### Task to carry out
Where the data below contains pictures, omit them; output the rest word for word.

### Records supplied

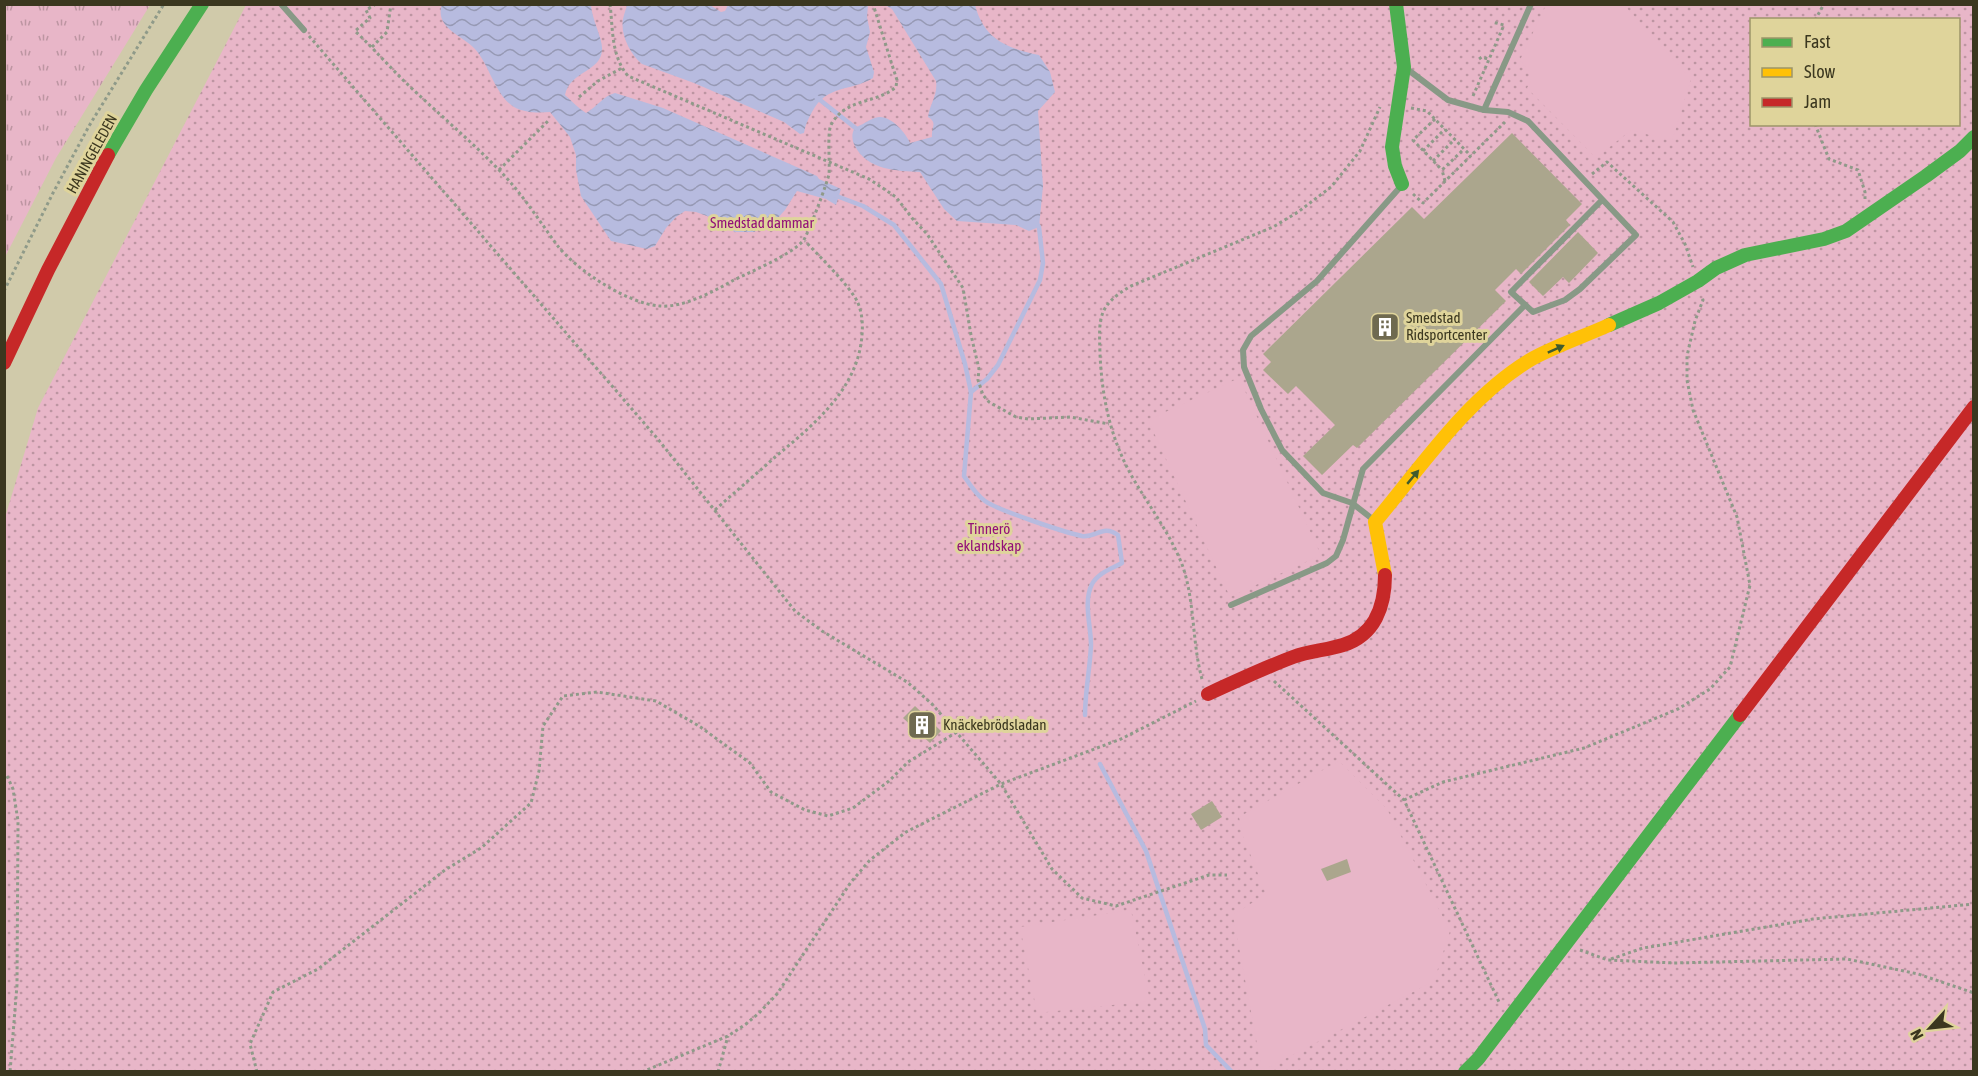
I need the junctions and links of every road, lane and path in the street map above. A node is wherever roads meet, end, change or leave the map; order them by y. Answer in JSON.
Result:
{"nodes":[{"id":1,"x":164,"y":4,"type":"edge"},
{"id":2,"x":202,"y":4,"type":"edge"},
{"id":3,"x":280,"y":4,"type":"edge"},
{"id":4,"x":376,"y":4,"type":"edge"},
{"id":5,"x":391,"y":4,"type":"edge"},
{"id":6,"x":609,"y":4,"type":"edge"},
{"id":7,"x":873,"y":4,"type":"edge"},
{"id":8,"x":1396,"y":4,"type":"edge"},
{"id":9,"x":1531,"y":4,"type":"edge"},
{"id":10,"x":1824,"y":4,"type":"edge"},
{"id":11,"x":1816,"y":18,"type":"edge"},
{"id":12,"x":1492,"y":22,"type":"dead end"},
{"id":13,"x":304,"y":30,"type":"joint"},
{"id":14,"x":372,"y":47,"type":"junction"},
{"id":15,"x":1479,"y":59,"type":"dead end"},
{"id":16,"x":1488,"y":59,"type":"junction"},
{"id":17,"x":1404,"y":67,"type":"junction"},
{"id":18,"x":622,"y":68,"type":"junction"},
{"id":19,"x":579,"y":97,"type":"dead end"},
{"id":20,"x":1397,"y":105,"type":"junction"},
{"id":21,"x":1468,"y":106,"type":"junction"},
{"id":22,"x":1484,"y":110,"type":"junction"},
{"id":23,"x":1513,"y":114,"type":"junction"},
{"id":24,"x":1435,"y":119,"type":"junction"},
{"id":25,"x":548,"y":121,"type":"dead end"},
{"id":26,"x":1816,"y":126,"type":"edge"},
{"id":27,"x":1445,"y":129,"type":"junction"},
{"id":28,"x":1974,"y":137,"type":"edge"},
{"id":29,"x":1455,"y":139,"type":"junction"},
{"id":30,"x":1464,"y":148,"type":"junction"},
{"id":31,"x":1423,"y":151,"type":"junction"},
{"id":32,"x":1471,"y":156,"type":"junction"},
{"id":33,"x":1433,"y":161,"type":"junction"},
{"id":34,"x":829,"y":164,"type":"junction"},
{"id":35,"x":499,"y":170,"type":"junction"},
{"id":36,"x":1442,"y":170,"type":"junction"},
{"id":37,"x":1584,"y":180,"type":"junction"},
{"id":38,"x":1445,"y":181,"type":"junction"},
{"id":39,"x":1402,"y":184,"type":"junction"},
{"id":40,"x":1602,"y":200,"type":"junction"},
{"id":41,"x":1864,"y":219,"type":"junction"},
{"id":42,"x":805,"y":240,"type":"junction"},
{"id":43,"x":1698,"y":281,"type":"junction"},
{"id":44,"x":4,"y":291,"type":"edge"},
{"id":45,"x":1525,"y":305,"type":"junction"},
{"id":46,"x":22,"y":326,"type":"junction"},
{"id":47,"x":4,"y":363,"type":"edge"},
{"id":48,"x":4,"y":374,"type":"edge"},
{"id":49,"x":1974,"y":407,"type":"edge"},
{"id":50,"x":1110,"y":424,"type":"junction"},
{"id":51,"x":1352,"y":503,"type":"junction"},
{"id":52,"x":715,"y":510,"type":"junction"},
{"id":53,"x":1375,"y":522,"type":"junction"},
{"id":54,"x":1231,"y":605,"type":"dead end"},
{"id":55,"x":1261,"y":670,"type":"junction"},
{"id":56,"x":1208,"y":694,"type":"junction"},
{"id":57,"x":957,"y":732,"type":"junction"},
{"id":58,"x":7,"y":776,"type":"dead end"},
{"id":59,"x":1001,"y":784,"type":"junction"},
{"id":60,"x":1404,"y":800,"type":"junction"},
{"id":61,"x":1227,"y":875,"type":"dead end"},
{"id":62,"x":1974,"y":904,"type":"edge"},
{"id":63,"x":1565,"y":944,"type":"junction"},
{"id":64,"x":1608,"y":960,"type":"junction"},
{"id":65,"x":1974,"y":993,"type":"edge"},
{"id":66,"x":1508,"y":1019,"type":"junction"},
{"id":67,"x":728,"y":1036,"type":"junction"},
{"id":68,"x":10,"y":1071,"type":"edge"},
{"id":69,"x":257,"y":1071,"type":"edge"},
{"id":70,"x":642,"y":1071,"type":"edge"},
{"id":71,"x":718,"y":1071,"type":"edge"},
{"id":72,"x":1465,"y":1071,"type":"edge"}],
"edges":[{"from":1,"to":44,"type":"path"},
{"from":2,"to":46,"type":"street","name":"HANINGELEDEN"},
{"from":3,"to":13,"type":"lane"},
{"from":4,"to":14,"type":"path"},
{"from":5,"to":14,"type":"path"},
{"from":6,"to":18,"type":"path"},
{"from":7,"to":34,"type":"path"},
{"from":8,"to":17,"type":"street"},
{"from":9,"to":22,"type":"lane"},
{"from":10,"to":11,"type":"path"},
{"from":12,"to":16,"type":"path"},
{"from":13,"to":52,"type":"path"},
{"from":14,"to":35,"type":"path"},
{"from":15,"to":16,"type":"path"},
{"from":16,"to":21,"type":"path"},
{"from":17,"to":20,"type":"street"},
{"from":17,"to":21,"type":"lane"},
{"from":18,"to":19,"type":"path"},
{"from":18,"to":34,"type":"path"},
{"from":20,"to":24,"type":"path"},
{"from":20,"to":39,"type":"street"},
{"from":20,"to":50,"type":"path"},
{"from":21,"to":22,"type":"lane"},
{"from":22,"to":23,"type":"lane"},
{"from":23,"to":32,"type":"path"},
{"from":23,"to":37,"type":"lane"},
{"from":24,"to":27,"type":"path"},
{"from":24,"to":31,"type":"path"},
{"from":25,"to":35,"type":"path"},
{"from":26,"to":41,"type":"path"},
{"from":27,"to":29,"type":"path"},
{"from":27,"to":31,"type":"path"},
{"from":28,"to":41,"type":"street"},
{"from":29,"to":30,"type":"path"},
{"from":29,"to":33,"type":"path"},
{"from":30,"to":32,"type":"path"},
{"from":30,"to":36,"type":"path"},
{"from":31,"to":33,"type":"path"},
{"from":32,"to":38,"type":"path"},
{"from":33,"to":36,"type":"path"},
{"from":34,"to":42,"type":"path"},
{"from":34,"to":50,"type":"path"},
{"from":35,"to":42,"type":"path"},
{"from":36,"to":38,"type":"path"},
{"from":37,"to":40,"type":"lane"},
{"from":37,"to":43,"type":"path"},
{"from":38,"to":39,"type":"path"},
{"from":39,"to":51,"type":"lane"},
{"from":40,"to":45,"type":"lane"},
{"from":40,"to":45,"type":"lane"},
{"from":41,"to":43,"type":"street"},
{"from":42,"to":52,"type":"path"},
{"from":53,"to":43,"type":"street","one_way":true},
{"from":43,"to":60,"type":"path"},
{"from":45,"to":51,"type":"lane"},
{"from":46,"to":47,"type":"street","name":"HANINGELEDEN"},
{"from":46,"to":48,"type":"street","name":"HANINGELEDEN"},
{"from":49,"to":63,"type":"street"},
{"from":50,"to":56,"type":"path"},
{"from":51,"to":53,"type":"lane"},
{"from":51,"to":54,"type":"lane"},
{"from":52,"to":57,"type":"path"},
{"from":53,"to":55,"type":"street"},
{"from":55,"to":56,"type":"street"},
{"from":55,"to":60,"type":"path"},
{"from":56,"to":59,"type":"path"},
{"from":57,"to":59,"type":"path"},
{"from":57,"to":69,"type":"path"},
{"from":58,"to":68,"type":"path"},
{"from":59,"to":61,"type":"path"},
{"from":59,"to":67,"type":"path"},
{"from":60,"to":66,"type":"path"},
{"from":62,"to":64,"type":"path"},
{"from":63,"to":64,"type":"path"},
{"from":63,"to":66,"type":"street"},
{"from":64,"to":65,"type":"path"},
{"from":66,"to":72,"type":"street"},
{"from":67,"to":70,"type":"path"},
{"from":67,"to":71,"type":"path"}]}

### Result of this task
I need the junctions and links of every road, lane and path in the street map above. A node is wherever roads meet, end, change or leave the map; order them by y. Answer in JSON.
Result:
{"nodes":[{"id":1,"x":164,"y":4,"type":"edge"},
{"id":2,"x":202,"y":4,"type":"edge"},
{"id":3,"x":280,"y":4,"type":"edge"},
{"id":4,"x":376,"y":4,"type":"edge"},
{"id":5,"x":391,"y":4,"type":"edge"},
{"id":6,"x":609,"y":4,"type":"edge"},
{"id":7,"x":873,"y":4,"type":"edge"},
{"id":8,"x":1396,"y":4,"type":"edge"},
{"id":9,"x":1531,"y":4,"type":"edge"},
{"id":10,"x":1824,"y":4,"type":"edge"},
{"id":11,"x":1816,"y":18,"type":"edge"},
{"id":12,"x":1492,"y":22,"type":"dead end"},
{"id":13,"x":304,"y":30,"type":"joint"},
{"id":14,"x":372,"y":47,"type":"junction"},
{"id":15,"x":1479,"y":59,"type":"dead end"},
{"id":16,"x":1488,"y":59,"type":"junction"},
{"id":17,"x":1404,"y":67,"type":"junction"},
{"id":18,"x":622,"y":68,"type":"junction"},
{"id":19,"x":579,"y":97,"type":"dead end"},
{"id":20,"x":1397,"y":105,"type":"junction"},
{"id":21,"x":1468,"y":106,"type":"junction"},
{"id":22,"x":1484,"y":110,"type":"junction"},
{"id":23,"x":1513,"y":114,"type":"junction"},
{"id":24,"x":1435,"y":119,"type":"junction"},
{"id":25,"x":548,"y":121,"type":"dead end"},
{"id":26,"x":1816,"y":126,"type":"edge"},
{"id":27,"x":1445,"y":129,"type":"junction"},
{"id":28,"x":1974,"y":137,"type":"edge"},
{"id":29,"x":1455,"y":139,"type":"junction"},
{"id":30,"x":1464,"y":148,"type":"junction"},
{"id":31,"x":1423,"y":151,"type":"junction"},
{"id":32,"x":1471,"y":156,"type":"junction"},
{"id":33,"x":1433,"y":161,"type":"junction"},
{"id":34,"x":829,"y":164,"type":"junction"},
{"id":35,"x":499,"y":170,"type":"junction"},
{"id":36,"x":1442,"y":170,"type":"junction"},
{"id":37,"x":1584,"y":180,"type":"junction"},
{"id":38,"x":1445,"y":181,"type":"junction"},
{"id":39,"x":1402,"y":184,"type":"junction"},
{"id":40,"x":1602,"y":200,"type":"junction"},
{"id":41,"x":1864,"y":219,"type":"junction"},
{"id":42,"x":805,"y":240,"type":"junction"},
{"id":43,"x":1698,"y":281,"type":"junction"},
{"id":44,"x":4,"y":291,"type":"edge"},
{"id":45,"x":1525,"y":305,"type":"junction"},
{"id":46,"x":22,"y":326,"type":"junction"},
{"id":47,"x":4,"y":363,"type":"edge"},
{"id":48,"x":4,"y":374,"type":"edge"},
{"id":49,"x":1974,"y":407,"type":"edge"},
{"id":50,"x":1110,"y":424,"type":"junction"},
{"id":51,"x":1352,"y":503,"type":"junction"},
{"id":52,"x":715,"y":510,"type":"junction"},
{"id":53,"x":1375,"y":522,"type":"junction"},
{"id":54,"x":1231,"y":605,"type":"dead end"},
{"id":55,"x":1261,"y":670,"type":"junction"},
{"id":56,"x":1208,"y":694,"type":"junction"},
{"id":57,"x":957,"y":732,"type":"junction"},
{"id":58,"x":7,"y":776,"type":"dead end"},
{"id":59,"x":1001,"y":784,"type":"junction"},
{"id":60,"x":1404,"y":800,"type":"junction"},
{"id":61,"x":1227,"y":875,"type":"dead end"},
{"id":62,"x":1974,"y":904,"type":"edge"},
{"id":63,"x":1565,"y":944,"type":"junction"},
{"id":64,"x":1608,"y":960,"type":"junction"},
{"id":65,"x":1974,"y":993,"type":"edge"},
{"id":66,"x":1508,"y":1019,"type":"junction"},
{"id":67,"x":728,"y":1036,"type":"junction"},
{"id":68,"x":10,"y":1071,"type":"edge"},
{"id":69,"x":257,"y":1071,"type":"edge"},
{"id":70,"x":642,"y":1071,"type":"edge"},
{"id":71,"x":718,"y":1071,"type":"edge"},
{"id":72,"x":1465,"y":1071,"type":"edge"}],
"edges":[{"from":1,"to":44,"type":"path"},
{"from":2,"to":46,"type":"street","name":"HANINGELEDEN"},
{"from":3,"to":13,"type":"lane"},
{"from":4,"to":14,"type":"path"},
{"from":5,"to":14,"type":"path"},
{"from":6,"to":18,"type":"path"},
{"from":7,"to":34,"type":"path"},
{"from":8,"to":17,"type":"street"},
{"from":9,"to":22,"type":"lane"},
{"from":10,"to":11,"type":"path"},
{"from":12,"to":16,"type":"path"},
{"from":13,"to":52,"type":"path"},
{"from":14,"to":35,"type":"path"},
{"from":15,"to":16,"type":"path"},
{"from":16,"to":21,"type":"path"},
{"from":17,"to":20,"type":"street"},
{"from":17,"to":21,"type":"lane"},
{"from":18,"to":19,"type":"path"},
{"from":18,"to":34,"type":"path"},
{"from":20,"to":24,"type":"path"},
{"from":20,"to":39,"type":"street"},
{"from":20,"to":50,"type":"path"},
{"from":21,"to":22,"type":"lane"},
{"from":22,"to":23,"type":"lane"},
{"from":23,"to":32,"type":"path"},
{"from":23,"to":37,"type":"lane"},
{"from":24,"to":27,"type":"path"},
{"from":24,"to":31,"type":"path"},
{"from":25,"to":35,"type":"path"},
{"from":26,"to":41,"type":"path"},
{"from":27,"to":29,"type":"path"},
{"from":27,"to":31,"type":"path"},
{"from":28,"to":41,"type":"street"},
{"from":29,"to":30,"type":"path"},
{"from":29,"to":33,"type":"path"},
{"from":30,"to":32,"type":"path"},
{"from":30,"to":36,"type":"path"},
{"from":31,"to":33,"type":"path"},
{"from":32,"to":38,"type":"path"},
{"from":33,"to":36,"type":"path"},
{"from":34,"to":42,"type":"path"},
{"from":34,"to":50,"type":"path"},
{"from":35,"to":42,"type":"path"},
{"from":36,"to":38,"type":"path"},
{"from":37,"to":40,"type":"lane"},
{"from":37,"to":43,"type":"path"},
{"from":38,"to":39,"type":"path"},
{"from":39,"to":51,"type":"lane"},
{"from":40,"to":45,"type":"lane"},
{"from":40,"to":45,"type":"lane"},
{"from":41,"to":43,"type":"street"},
{"from":42,"to":52,"type":"path"},
{"from":53,"to":43,"type":"street","one_way":true},
{"from":43,"to":60,"type":"path"},
{"from":45,"to":51,"type":"lane"},
{"from":46,"to":47,"type":"street","name":"HANINGELEDEN"},
{"from":46,"to":48,"type":"street","name":"HANINGELEDEN"},
{"from":49,"to":63,"type":"street"},
{"from":50,"to":56,"type":"path"},
{"from":51,"to":53,"type":"lane"},
{"from":51,"to":54,"type":"lane"},
{"from":52,"to":57,"type":"path"},
{"from":53,"to":55,"type":"street"},
{"from":55,"to":56,"type":"street"},
{"from":55,"to":60,"type":"path"},
{"from":56,"to":59,"type":"path"},
{"from":57,"to":59,"type":"path"},
{"from":57,"to":69,"type":"path"},
{"from":58,"to":68,"type":"path"},
{"from":59,"to":61,"type":"path"},
{"from":59,"to":67,"type":"path"},
{"from":60,"to":66,"type":"path"},
{"from":62,"to":64,"type":"path"},
{"from":63,"to":64,"type":"path"},
{"from":63,"to":66,"type":"street"},
{"from":64,"to":65,"type":"path"},
{"from":66,"to":72,"type":"street"},
{"from":67,"to":70,"type":"path"},
{"from":67,"to":71,"type":"path"}]}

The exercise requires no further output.